Another feature that emerges from the study of the European mainland is just how fragile many kingdoms were.  Many evaporated after a single serious military defeat, leaving little trace.  The kingdoms of the Thuringians, the Vandals and the Burgundians were all extinguished in the 530s and would be entirely unknown to us if the documentary record was as exiguous as it is in Britain.  Syagrius, ‘king of the Romans’, who competed with Clovis for the control of the southern Paris basin and the Loire army, is known to history thanks only to his appearance in a lost saint’s life used by Gregory of Tours.  In this light it is clear that there is every scope for great war-leaders to have risen in Britannia, and for their kingdoms to have subsequently vanished, without leaving any trace.  Ambrosius Aurelianus may have been a mighty figure but, were it not for one comment in Gildas, he would be lost to history.  In this context there might equally well have been a successful war-leader or king called Artorius or Arthur.  If he fought against both Romano-British and Saxon rivals, and if his family or faction lost control of their realm or army to another group that was, or claimed, an Anglo-Saxon origin, he would have served no one’s historical purposes by the eighth century, when our narrative sources begin.  This would explain why he was barely remembered in any insular sources before the Norman conquest and why his story was evidently so little known.

What we have seen is that the factions involved in fighting for the control of what had been Britannia in the fifth century were probably a fluid mix of ‘Saxon’ and ‘Romano-British’.  It is worth remembering that the fourth-century Saxon homelands were very exposed to Roman influences and that many Saxons evidently served in the Roman army – as the official Roman belt-buckles and brooches that were cremated with them when they died testify.  Conversely, the Britons, like other provincials, were fully familiar with Saxon soldiers, and many probably fought alongside them in some of the late Roman army’s regiments.  This makes it extremely unlikely that there were drastic differences between the fighting styles of Romano-British and Saxons.  The idea that the Saxons always fought on foot – based in any case on a handful of late Anglo-Saxon references taken mostly out of context – is improbable.  The equipment from the famous bog-deposits in Denmark and northern Germany shows that warriors in that region were entirely familiar with mounted warfare.  It is most likely that, as across the early medieval West, élite warriors fought on horseback or on foot according to the needs of the situation.

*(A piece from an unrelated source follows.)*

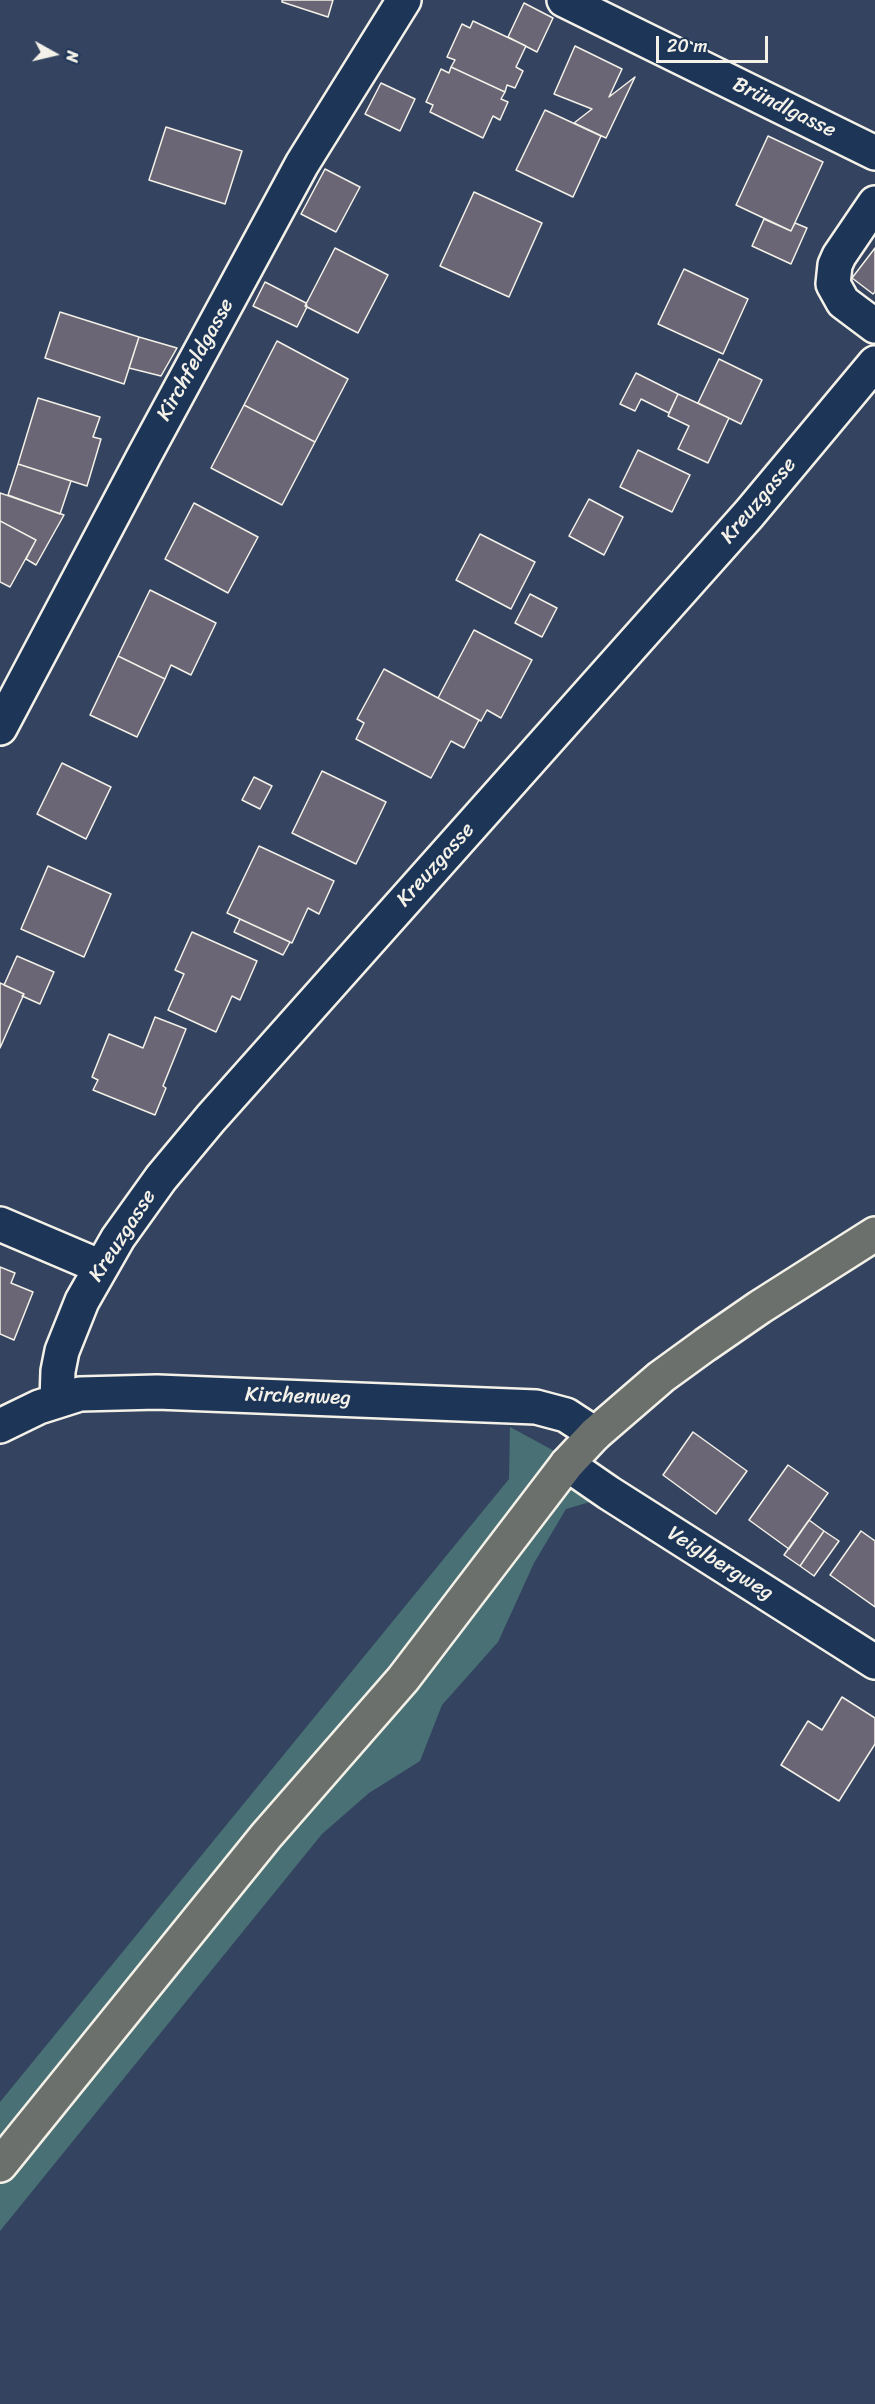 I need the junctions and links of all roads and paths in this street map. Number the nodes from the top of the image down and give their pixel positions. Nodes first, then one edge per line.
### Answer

The archaeological evidence from the lowlands, especially, suggests that warriors made much use of throwing weapons – in the late Roman tradition.  Throwing axes of the francisca type, heavy iron angones descended from the Roman pilum, and other throwing spears are known.  Analysis of the shields of the period suggests that they were smaller than later (although it may also be that they were taller and oval, rather than round).  There is some evidence of archery.  Sling-stones are known from the western hillforts but may equally belong to their earlier Iron Age occupation.  Armour and helmets are more or less unknown from the fifth and sixth centuries (all of the surviving examples are later) and swords are rare, but this probably stems simply from the fact that (unlike in some mainland areas) such items were not used in the funeral ritual rather than necessarily from a real scarcity or absence.  Warfare may, thus have been quite open and fast-moving with much use of missile weapons before the fight was decided in close fighting with sword and thrusting spear.

In Britain, as across the rest of Europe, archaeological and other evidence suggests that important changes took place in the decades around 600.  The practice of warfare was one of the things affected by these transformations.  It seems that fighting became larger in scale and more based upon the clash of the close-packed ‘shield-walls’ familiar from accounts of Viking warfare.  These changes buried the ‘world’ of Arthur, the historical details of any actual Arthur figure, and the type of warfare he may have engaged in for ever.





[1] I have used the terms Anglo-Saxon, Saxon and English interchangeably in this essay.